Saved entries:
┌──

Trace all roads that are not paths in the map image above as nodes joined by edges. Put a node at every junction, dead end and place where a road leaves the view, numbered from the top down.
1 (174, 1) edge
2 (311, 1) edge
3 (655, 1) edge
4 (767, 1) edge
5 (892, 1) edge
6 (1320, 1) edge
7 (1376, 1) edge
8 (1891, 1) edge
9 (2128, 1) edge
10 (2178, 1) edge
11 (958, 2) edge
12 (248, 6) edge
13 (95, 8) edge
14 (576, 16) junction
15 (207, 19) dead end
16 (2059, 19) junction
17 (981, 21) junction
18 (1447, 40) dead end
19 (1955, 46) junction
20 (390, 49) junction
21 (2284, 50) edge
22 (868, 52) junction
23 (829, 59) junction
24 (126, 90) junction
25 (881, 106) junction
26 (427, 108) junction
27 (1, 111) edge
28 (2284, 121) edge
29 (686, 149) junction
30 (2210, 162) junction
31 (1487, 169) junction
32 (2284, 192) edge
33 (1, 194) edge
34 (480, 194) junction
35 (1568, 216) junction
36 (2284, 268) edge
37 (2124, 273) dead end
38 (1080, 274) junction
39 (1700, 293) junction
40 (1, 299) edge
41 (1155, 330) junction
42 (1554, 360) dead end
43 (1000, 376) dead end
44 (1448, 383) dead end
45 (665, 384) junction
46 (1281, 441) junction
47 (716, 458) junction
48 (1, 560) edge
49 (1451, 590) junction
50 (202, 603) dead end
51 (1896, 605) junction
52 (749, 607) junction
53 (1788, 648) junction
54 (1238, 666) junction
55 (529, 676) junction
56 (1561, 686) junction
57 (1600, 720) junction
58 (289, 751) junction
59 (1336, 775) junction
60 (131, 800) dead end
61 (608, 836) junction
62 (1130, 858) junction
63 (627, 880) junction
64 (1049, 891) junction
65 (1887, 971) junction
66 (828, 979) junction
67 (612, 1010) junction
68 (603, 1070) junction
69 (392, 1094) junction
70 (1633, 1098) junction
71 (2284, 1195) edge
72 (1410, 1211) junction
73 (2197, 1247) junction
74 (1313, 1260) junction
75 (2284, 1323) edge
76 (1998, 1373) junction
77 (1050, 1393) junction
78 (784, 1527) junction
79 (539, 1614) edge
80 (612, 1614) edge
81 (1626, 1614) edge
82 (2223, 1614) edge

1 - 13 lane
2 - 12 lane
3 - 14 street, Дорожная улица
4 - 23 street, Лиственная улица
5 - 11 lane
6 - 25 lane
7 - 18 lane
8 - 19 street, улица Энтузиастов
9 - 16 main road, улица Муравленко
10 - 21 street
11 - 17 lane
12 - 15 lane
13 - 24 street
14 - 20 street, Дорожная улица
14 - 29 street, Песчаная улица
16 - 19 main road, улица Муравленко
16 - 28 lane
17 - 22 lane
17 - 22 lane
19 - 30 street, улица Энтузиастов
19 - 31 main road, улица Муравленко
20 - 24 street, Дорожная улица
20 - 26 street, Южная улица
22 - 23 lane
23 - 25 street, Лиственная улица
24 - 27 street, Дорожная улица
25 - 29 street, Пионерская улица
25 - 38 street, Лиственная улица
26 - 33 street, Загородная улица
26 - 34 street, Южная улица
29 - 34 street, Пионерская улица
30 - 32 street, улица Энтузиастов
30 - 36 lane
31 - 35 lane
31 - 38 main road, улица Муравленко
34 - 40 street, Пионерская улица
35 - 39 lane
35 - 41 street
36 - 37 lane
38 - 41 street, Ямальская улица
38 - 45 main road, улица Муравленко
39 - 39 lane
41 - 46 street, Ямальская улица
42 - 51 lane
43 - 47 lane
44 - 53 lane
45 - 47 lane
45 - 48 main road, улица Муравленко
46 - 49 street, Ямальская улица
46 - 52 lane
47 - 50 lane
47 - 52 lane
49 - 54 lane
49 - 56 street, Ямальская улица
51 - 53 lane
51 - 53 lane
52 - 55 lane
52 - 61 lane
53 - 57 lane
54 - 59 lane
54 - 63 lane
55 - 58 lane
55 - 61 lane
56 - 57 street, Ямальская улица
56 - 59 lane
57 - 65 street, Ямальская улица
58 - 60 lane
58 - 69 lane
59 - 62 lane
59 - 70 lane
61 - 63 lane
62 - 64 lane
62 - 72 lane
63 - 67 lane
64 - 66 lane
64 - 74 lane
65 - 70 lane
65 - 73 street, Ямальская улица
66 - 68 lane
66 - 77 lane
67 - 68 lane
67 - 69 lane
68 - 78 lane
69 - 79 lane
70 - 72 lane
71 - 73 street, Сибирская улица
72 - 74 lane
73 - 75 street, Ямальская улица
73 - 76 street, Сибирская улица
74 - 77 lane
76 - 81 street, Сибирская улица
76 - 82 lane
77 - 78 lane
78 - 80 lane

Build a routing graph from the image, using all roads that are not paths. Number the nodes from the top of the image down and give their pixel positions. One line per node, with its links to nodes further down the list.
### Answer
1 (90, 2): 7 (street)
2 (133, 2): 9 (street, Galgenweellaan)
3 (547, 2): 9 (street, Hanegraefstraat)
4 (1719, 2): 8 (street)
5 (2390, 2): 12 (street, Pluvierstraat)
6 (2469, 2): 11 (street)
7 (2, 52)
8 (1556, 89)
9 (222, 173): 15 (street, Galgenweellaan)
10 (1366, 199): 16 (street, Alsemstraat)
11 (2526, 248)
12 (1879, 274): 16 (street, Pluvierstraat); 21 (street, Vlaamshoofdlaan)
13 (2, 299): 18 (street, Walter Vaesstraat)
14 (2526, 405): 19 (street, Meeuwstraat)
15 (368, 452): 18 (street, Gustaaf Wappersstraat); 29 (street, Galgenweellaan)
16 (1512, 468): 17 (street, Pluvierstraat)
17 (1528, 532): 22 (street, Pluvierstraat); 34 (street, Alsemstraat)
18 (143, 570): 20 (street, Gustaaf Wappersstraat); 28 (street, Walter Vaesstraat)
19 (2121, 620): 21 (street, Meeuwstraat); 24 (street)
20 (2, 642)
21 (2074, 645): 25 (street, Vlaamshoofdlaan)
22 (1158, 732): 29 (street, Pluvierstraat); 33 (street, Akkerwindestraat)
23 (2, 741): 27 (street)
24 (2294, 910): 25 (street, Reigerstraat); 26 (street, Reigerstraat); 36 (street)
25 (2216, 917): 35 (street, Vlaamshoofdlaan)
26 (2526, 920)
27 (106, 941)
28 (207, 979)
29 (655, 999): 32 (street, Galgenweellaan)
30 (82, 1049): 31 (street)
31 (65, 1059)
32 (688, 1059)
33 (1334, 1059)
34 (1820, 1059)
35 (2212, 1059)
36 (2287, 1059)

└──

[Exercise details]
Nothing may be omitted or altered; reproduce all of the entries.

[Result of the exercise]
Trace all roads that are not paths in the map image above as nodes joined by edges. Put a node at every junction, dead end and place where a road leaves the view, numbered from the top down.
1 (174, 1) edge
2 (311, 1) edge
3 (655, 1) edge
4 (767, 1) edge
5 (892, 1) edge
6 (1320, 1) edge
7 (1376, 1) edge
8 (1891, 1) edge
9 (2128, 1) edge
10 (2178, 1) edge
11 (958, 2) edge
12 (248, 6) edge
13 (95, 8) edge
14 (576, 16) junction
15 (207, 19) dead end
16 (2059, 19) junction
17 (981, 21) junction
18 (1447, 40) dead end
19 (1955, 46) junction
20 (390, 49) junction
21 (2284, 50) edge
22 (868, 52) junction
23 (829, 59) junction
24 (126, 90) junction
25 (881, 106) junction
26 (427, 108) junction
27 (1, 111) edge
28 (2284, 121) edge
29 (686, 149) junction
30 (2210, 162) junction
31 (1487, 169) junction
32 (2284, 192) edge
33 (1, 194) edge
34 (480, 194) junction
35 (1568, 216) junction
36 (2284, 268) edge
37 (2124, 273) dead end
38 (1080, 274) junction
39 (1700, 293) junction
40 (1, 299) edge
41 (1155, 330) junction
42 (1554, 360) dead end
43 (1000, 376) dead end
44 (1448, 383) dead end
45 (665, 384) junction
46 (1281, 441) junction
47 (716, 458) junction
48 (1, 560) edge
49 (1451, 590) junction
50 (202, 603) dead end
51 (1896, 605) junction
52 (749, 607) junction
53 (1788, 648) junction
54 (1238, 666) junction
55 (529, 676) junction
56 (1561, 686) junction
57 (1600, 720) junction
58 (289, 751) junction
59 (1336, 775) junction
60 (131, 800) dead end
61 (608, 836) junction
62 (1130, 858) junction
63 (627, 880) junction
64 (1049, 891) junction
65 (1887, 971) junction
66 (828, 979) junction
67 (612, 1010) junction
68 (603, 1070) junction
69 (392, 1094) junction
70 (1633, 1098) junction
71 (2284, 1195) edge
72 (1410, 1211) junction
73 (2197, 1247) junction
74 (1313, 1260) junction
75 (2284, 1323) edge
76 (1998, 1373) junction
77 (1050, 1393) junction
78 (784, 1527) junction
79 (539, 1614) edge
80 (612, 1614) edge
81 (1626, 1614) edge
82 (2223, 1614) edge

1 - 13 lane
2 - 12 lane
3 - 14 street, Дорожная улица
4 - 23 street, Лиственная улица
5 - 11 lane
6 - 25 lane
7 - 18 lane
8 - 19 street, улица Энтузиастов
9 - 16 main road, улица Муравленко
10 - 21 street
11 - 17 lane
12 - 15 lane
13 - 24 street
14 - 20 street, Дорожная улица
14 - 29 street, Песчаная улица
16 - 19 main road, улица Муравленко
16 - 28 lane
17 - 22 lane
17 - 22 lane
19 - 30 street, улица Энтузиастов
19 - 31 main road, улица Муравленко
20 - 24 street, Дорожная улица
20 - 26 street, Южная улица
22 - 23 lane
23 - 25 street, Лиственная улица
24 - 27 street, Дорожная улица
25 - 29 street, Пионерская улица
25 - 38 street, Лиственная улица
26 - 33 street, Загородная улица
26 - 34 street, Южная улица
29 - 34 street, Пионерская улица
30 - 32 street, улица Энтузиастов
30 - 36 lane
31 - 35 lane
31 - 38 main road, улица Муравленко
34 - 40 street, Пионерская улица
35 - 39 lane
35 - 41 street
36 - 37 lane
38 - 41 street, Ямальская улица
38 - 45 main road, улица Муравленко
39 - 39 lane
41 - 46 street, Ямальская улица
42 - 51 lane
43 - 47 lane
44 - 53 lane
45 - 47 lane
45 - 48 main road, улица Муравленко
46 - 49 street, Ямальская улица
46 - 52 lane
47 - 50 lane
47 - 52 lane
49 - 54 lane
49 - 56 street, Ямальская улица
51 - 53 lane
51 - 53 lane
52 - 55 lane
52 - 61 lane
53 - 57 lane
54 - 59 lane
54 - 63 lane
55 - 58 lane
55 - 61 lane
56 - 57 street, Ямальская улица
56 - 59 lane
57 - 65 street, Ямальская улица
58 - 60 lane
58 - 69 lane
59 - 62 lane
59 - 70 lane
61 - 63 lane
62 - 64 lane
62 - 72 lane
63 - 67 lane
64 - 66 lane
64 - 74 lane
65 - 70 lane
65 - 73 street, Ямальская улица
66 - 68 lane
66 - 77 lane
67 - 68 lane
67 - 69 lane
68 - 78 lane
69 - 79 lane
70 - 72 lane
71 - 73 street, Сибирская улица
72 - 74 lane
73 - 75 street, Ямальская улица
73 - 76 street, Сибирская улица
74 - 77 lane
76 - 81 street, Сибирская улица
76 - 82 lane
77 - 78 lane
78 - 80 lane

Build a routing graph from the image, using all roads that are not paths. Number the nodes from the top of the image down and give their pixel positions. One line per node, with its links to nodes further down the list.
### Answer
1 (90, 2): 7 (street)
2 (133, 2): 9 (street, Galgenweellaan)
3 (547, 2): 9 (street, Hanegraefstraat)
4 (1719, 2): 8 (street)
5 (2390, 2): 12 (street, Pluvierstraat)
6 (2469, 2): 11 (street)
7 (2, 52)
8 (1556, 89)
9 (222, 173): 15 (street, Galgenweellaan)
10 (1366, 199): 16 (street, Alsemstraat)
11 (2526, 248)
12 (1879, 274): 16 (street, Pluvierstraat); 21 (street, Vlaamshoofdlaan)
13 (2, 299): 18 (street, Walter Vaesstraat)
14 (2526, 405): 19 (street, Meeuwstraat)
15 (368, 452): 18 (street, Gustaaf Wappersstraat); 29 (street, Galgenweellaan)
16 (1512, 468): 17 (street, Pluvierstraat)
17 (1528, 532): 22 (street, Pluvierstraat); 34 (street, Alsemstraat)
18 (143, 570): 20 (street, Gustaaf Wappersstraat); 28 (street, Walter Vaesstraat)
19 (2121, 620): 21 (street, Meeuwstraat); 24 (street)
20 (2, 642)
21 (2074, 645): 25 (street, Vlaamshoofdlaan)
22 (1158, 732): 29 (street, Pluvierstraat); 33 (street, Akkerwindestraat)
23 (2, 741): 27 (street)
24 (2294, 910): 25 (street, Reigerstraat); 26 (street, Reigerstraat); 36 (street)
25 (2216, 917): 35 (street, Vlaamshoofdlaan)
26 (2526, 920)
27 (106, 941)
28 (207, 979)
29 (655, 999): 32 (street, Galgenweellaan)
30 (82, 1049): 31 (street)
31 (65, 1059)
32 (688, 1059)
33 (1334, 1059)
34 (1820, 1059)
35 (2212, 1059)
36 (2287, 1059)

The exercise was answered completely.